= Beginning of Section =
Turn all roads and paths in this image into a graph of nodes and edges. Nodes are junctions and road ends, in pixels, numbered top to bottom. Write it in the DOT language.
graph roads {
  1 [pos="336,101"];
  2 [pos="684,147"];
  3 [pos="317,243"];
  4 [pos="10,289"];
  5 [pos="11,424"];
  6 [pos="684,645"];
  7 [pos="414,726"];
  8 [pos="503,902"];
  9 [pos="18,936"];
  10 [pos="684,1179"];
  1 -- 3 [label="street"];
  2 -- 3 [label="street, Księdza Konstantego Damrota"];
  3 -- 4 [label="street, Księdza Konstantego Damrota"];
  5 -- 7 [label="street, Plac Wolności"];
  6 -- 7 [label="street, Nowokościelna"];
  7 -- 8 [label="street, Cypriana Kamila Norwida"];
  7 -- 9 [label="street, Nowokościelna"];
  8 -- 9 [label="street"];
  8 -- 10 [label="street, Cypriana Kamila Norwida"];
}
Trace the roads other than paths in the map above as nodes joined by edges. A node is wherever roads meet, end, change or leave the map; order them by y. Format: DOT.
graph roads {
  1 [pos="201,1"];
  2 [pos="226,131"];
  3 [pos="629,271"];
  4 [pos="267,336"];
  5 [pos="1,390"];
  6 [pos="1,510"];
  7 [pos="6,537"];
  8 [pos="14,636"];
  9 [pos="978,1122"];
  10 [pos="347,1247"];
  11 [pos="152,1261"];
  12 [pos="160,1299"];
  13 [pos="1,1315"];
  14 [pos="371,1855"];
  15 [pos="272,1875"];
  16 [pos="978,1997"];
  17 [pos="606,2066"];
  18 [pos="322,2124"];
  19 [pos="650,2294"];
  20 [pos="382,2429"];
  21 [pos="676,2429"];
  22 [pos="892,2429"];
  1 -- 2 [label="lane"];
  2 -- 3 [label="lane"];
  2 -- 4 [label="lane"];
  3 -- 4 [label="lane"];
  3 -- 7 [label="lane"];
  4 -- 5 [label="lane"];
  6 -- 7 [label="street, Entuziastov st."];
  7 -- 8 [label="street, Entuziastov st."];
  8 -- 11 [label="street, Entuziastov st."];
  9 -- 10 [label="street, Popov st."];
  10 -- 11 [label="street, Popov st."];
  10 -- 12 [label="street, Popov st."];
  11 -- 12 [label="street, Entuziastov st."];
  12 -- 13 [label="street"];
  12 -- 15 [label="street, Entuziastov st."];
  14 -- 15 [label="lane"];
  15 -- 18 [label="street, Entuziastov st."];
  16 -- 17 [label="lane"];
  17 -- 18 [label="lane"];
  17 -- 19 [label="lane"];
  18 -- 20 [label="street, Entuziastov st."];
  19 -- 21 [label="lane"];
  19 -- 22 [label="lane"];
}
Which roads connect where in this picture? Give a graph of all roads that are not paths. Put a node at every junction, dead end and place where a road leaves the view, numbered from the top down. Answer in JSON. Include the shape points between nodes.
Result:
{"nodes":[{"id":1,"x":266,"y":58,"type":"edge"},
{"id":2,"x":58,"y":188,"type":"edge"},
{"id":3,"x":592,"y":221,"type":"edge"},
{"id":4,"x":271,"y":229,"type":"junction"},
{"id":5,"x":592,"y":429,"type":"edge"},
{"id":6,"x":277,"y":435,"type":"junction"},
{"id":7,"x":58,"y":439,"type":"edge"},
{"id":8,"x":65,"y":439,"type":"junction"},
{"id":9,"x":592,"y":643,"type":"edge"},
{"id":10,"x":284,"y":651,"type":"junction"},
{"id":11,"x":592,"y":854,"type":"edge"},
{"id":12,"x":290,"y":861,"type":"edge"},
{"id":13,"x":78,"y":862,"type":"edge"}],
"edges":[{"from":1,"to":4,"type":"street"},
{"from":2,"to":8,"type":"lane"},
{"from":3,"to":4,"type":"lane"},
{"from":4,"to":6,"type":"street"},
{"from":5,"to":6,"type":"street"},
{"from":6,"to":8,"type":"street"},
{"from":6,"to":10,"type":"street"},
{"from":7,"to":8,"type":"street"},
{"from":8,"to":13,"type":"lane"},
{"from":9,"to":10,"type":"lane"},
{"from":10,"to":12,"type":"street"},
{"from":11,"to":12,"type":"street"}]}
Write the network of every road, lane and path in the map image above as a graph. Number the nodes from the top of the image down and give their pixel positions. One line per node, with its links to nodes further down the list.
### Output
= End of Section =
**TASK DETAILS:** Print the entire set of records again, exactly.

**RESULT OF THIS EXERCISE:**
Turn all roads and paths in this image into a graph of nodes and edges. Nodes are junctions and road ends, in pixels, numbered top to bottom. Write it in the DOT language.
graph roads {
  1 [pos="336,101"];
  2 [pos="684,147"];
  3 [pos="317,243"];
  4 [pos="10,289"];
  5 [pos="11,424"];
  6 [pos="684,645"];
  7 [pos="414,726"];
  8 [pos="503,902"];
  9 [pos="18,936"];
  10 [pos="684,1179"];
  1 -- 3 [label="street"];
  2 -- 3 [label="street, Księdza Konstantego Damrota"];
  3 -- 4 [label="street, Księdza Konstantego Damrota"];
  5 -- 7 [label="street, Plac Wolności"];
  6 -- 7 [label="street, Nowokościelna"];
  7 -- 8 [label="street, Cypriana Kamila Norwida"];
  7 -- 9 [label="street, Nowokościelna"];
  8 -- 9 [label="street"];
  8 -- 10 [label="street, Cypriana Kamila Norwida"];
}
Trace the roads other than paths in the map above as nodes joined by edges. A node is wherever roads meet, end, change or leave the map; order them by y. Format: DOT.
graph roads {
  1 [pos="201,1"];
  2 [pos="226,131"];
  3 [pos="629,271"];
  4 [pos="267,336"];
  5 [pos="1,390"];
  6 [pos="1,510"];
  7 [pos="6,537"];
  8 [pos="14,636"];
  9 [pos="978,1122"];
  10 [pos="347,1247"];
  11 [pos="152,1261"];
  12 [pos="160,1299"];
  13 [pos="1,1315"];
  14 [pos="371,1855"];
  15 [pos="272,1875"];
  16 [pos="978,1997"];
  17 [pos="606,2066"];
  18 [pos="322,2124"];
  19 [pos="650,2294"];
  20 [pos="382,2429"];
  21 [pos="676,2429"];
  22 [pos="892,2429"];
  1 -- 2 [label="lane"];
  2 -- 3 [label="lane"];
  2 -- 4 [label="lane"];
  3 -- 4 [label="lane"];
  3 -- 7 [label="lane"];
  4 -- 5 [label="lane"];
  6 -- 7 [label="street, Entuziastov st."];
  7 -- 8 [label="street, Entuziastov st."];
  8 -- 11 [label="street, Entuziastov st."];
  9 -- 10 [label="street, Popov st."];
  10 -- 11 [label="street, Popov st."];
  10 -- 12 [label="street, Popov st."];
  11 -- 12 [label="street, Entuziastov st."];
  12 -- 13 [label="street"];
  12 -- 15 [label="street, Entuziastov st."];
  14 -- 15 [label="lane"];
  15 -- 18 [label="street, Entuziastov st."];
  16 -- 17 [label="lane"];
  17 -- 18 [label="lane"];
  17 -- 19 [label="lane"];
  18 -- 20 [label="street, Entuziastov st."];
  19 -- 21 [label="lane"];
  19 -- 22 [label="lane"];
}
Which roads connect where in this picture? Give a graph of all roads that are not paths. Put a node at every junction, dead end and place where a road leaves the view, numbered from the top down. Answer in JSON. Include the shape points between nodes.
Result:
{"nodes":[{"id":1,"x":266,"y":58,"type":"edge"},
{"id":2,"x":58,"y":188,"type":"edge"},
{"id":3,"x":592,"y":221,"type":"edge"},
{"id":4,"x":271,"y":229,"type":"junction"},
{"id":5,"x":592,"y":429,"type":"edge"},
{"id":6,"x":277,"y":435,"type":"junction"},
{"id":7,"x":58,"y":439,"type":"edge"},
{"id":8,"x":65,"y":439,"type":"junction"},
{"id":9,"x":592,"y":643,"type":"edge"},
{"id":10,"x":284,"y":651,"type":"junction"},
{"id":11,"x":592,"y":854,"type":"edge"},
{"id":12,"x":290,"y":861,"type":"edge"},
{"id":13,"x":78,"y":862,"type":"edge"}],
"edges":[{"from":1,"to":4,"type":"street"},
{"from":2,"to":8,"type":"lane"},
{"from":3,"to":4,"type":"lane"},
{"from":4,"to":6,"type":"street"},
{"from":5,"to":6,"type":"street"},
{"from":6,"to":8,"type":"street"},
{"from":6,"to":10,"type":"street"},
{"from":7,"to":8,"type":"street"},
{"from":8,"to":13,"type":"lane"},
{"from":9,"to":10,"type":"lane"},
{"from":10,"to":12,"type":"street"},
{"from":11,"to":12,"type":"street"}]}
Write the network of every road, lane and path in the map image above as a graph. Number the nodes from the top of the image down and give their pixel positions. One line per node, with its links to nodes further down the list.
### Output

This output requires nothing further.